== Task brief ==
When the string "roads" appears in a line of the records, show the whole line.

Collected data
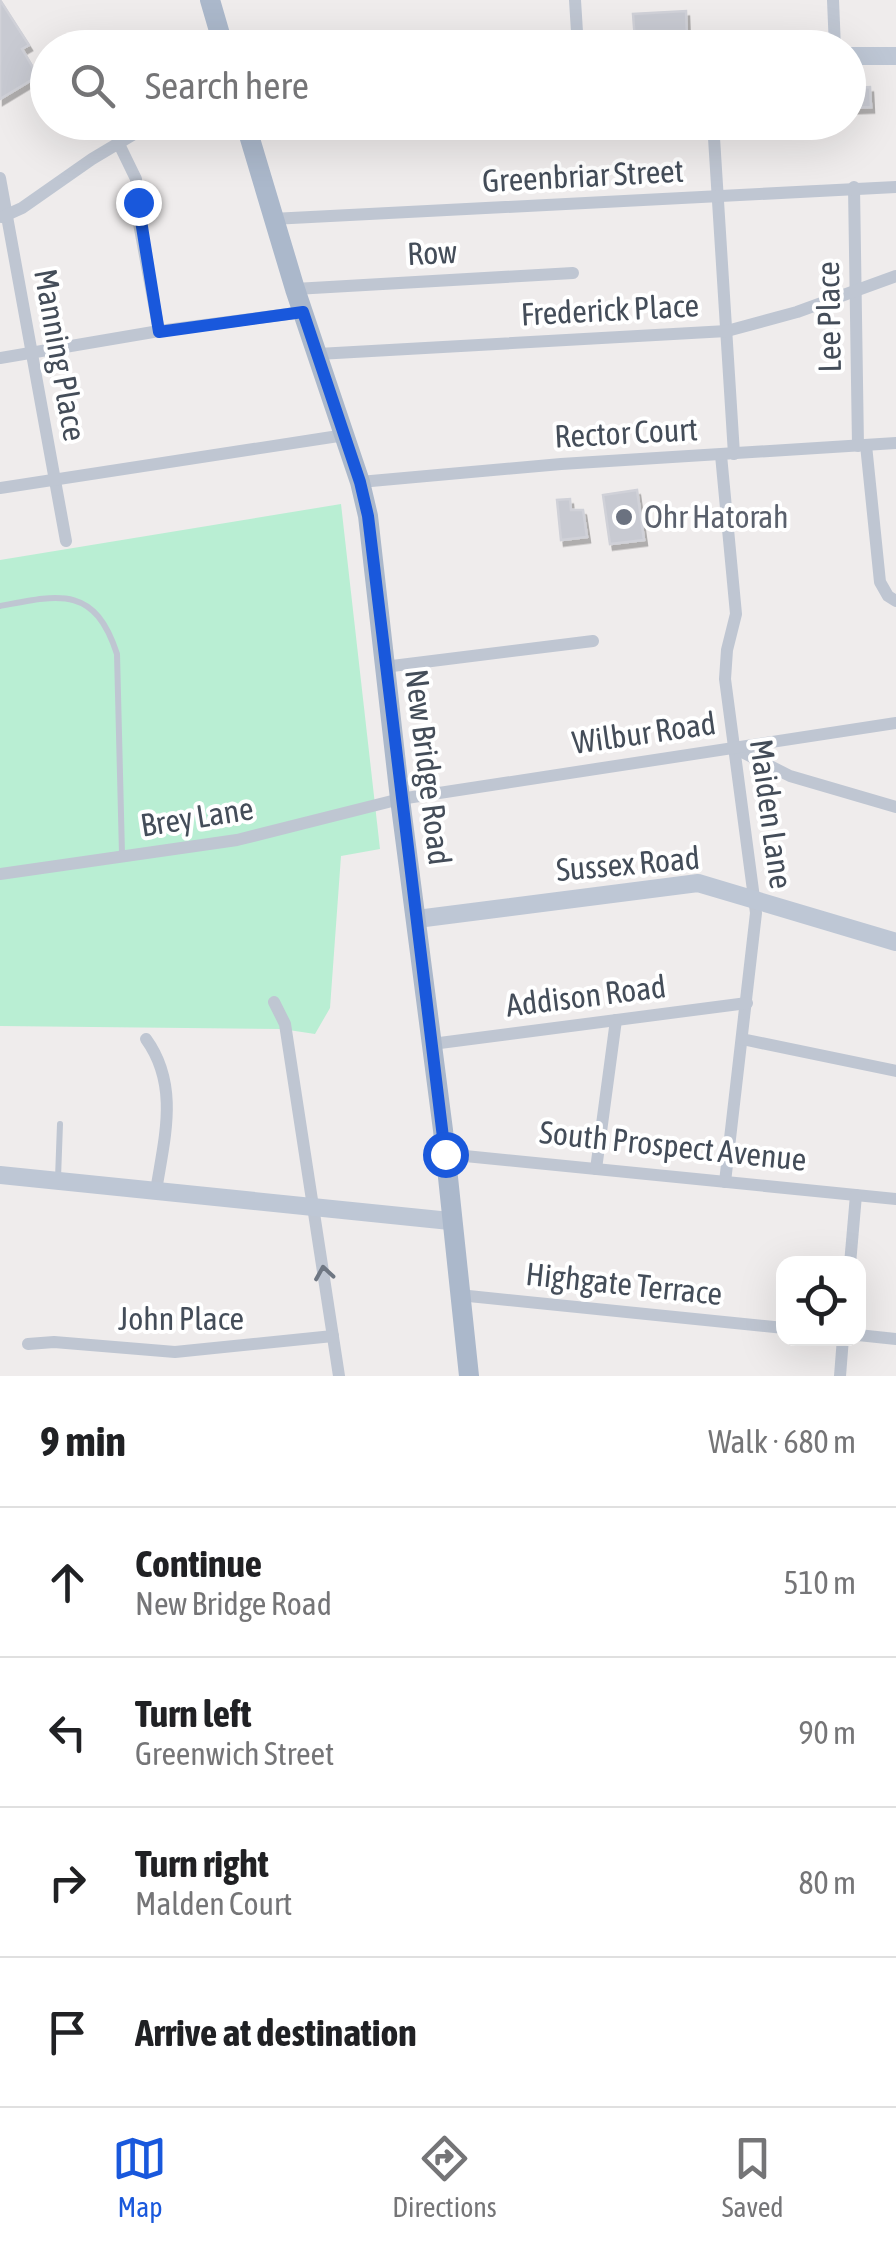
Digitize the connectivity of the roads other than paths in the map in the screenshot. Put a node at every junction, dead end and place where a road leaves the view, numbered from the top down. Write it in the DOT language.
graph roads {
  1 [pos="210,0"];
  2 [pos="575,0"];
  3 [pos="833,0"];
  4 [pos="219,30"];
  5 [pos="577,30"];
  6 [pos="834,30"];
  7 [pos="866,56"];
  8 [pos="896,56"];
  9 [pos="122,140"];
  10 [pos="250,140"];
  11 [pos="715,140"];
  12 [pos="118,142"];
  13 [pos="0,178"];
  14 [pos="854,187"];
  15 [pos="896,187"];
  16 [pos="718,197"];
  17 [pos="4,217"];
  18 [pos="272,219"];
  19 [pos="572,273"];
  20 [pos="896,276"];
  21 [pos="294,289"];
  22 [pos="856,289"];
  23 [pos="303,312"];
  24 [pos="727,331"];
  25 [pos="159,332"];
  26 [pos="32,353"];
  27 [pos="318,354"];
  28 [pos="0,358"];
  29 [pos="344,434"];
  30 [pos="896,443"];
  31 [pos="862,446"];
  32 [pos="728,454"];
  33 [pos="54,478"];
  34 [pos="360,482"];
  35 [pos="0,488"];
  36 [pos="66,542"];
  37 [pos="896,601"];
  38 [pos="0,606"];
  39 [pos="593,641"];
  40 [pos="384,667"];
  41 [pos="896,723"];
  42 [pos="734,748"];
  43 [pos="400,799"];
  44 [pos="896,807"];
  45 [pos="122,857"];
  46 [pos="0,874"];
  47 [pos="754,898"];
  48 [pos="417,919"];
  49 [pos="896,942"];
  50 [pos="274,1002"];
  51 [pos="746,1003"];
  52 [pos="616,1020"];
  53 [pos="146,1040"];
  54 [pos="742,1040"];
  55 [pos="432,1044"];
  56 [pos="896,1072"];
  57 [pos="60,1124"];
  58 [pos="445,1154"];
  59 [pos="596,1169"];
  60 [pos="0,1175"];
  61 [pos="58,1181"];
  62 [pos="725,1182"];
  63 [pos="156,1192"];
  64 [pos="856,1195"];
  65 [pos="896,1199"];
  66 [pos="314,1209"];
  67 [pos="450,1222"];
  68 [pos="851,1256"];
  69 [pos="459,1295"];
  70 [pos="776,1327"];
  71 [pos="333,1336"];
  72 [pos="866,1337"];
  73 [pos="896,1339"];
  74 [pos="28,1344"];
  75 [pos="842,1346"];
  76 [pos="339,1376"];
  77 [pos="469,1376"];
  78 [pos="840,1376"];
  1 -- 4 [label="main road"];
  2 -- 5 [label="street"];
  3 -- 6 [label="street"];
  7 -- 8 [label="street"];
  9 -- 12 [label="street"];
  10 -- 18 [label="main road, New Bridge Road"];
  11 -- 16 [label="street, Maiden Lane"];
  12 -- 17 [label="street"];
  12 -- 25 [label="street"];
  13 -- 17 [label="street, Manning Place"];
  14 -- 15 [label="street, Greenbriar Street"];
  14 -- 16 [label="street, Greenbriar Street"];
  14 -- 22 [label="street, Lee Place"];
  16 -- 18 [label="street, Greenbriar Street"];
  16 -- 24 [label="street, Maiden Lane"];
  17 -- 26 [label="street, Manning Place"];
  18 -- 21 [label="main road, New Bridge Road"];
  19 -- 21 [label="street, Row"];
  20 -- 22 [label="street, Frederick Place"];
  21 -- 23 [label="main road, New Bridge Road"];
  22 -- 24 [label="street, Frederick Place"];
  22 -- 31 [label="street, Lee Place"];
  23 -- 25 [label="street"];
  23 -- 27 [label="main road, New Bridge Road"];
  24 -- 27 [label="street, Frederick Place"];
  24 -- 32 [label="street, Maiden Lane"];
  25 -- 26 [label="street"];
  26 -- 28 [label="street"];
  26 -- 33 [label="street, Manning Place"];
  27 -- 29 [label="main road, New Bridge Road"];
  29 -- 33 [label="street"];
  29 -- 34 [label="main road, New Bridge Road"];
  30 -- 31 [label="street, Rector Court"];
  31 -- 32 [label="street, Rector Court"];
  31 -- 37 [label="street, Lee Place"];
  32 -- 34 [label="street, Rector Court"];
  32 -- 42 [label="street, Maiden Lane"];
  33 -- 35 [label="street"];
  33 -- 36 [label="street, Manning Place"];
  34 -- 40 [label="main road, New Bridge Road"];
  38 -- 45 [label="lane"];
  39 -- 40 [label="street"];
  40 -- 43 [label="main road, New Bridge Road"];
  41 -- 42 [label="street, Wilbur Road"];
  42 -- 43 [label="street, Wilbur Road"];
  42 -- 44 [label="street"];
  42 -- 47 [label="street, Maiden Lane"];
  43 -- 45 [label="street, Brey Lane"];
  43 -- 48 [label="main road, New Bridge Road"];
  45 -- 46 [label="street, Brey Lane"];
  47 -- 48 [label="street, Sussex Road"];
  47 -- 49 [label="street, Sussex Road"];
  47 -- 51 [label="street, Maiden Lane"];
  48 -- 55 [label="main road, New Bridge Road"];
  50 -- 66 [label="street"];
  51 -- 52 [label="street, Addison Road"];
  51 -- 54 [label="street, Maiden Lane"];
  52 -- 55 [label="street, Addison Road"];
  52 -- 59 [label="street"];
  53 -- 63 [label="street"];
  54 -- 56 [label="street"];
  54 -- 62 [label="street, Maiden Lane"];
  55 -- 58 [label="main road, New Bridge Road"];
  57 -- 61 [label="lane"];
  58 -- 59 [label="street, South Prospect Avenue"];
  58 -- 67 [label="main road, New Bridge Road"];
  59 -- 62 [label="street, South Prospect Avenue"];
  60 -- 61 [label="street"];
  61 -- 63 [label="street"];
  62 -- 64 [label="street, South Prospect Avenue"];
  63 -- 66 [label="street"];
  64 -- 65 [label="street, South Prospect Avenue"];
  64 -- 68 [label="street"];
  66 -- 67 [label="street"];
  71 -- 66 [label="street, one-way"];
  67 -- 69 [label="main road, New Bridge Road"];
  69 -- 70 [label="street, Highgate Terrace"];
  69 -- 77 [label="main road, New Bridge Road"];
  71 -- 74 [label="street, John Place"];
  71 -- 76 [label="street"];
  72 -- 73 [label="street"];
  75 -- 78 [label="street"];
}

== Exercise result ==
Digitize the connectivity of the roads other than paths in the map in the screenshot. Put a node at every junction, dead end and place where a road leaves the view, numbered from the top down. Write it in the DOT language.
graph roads {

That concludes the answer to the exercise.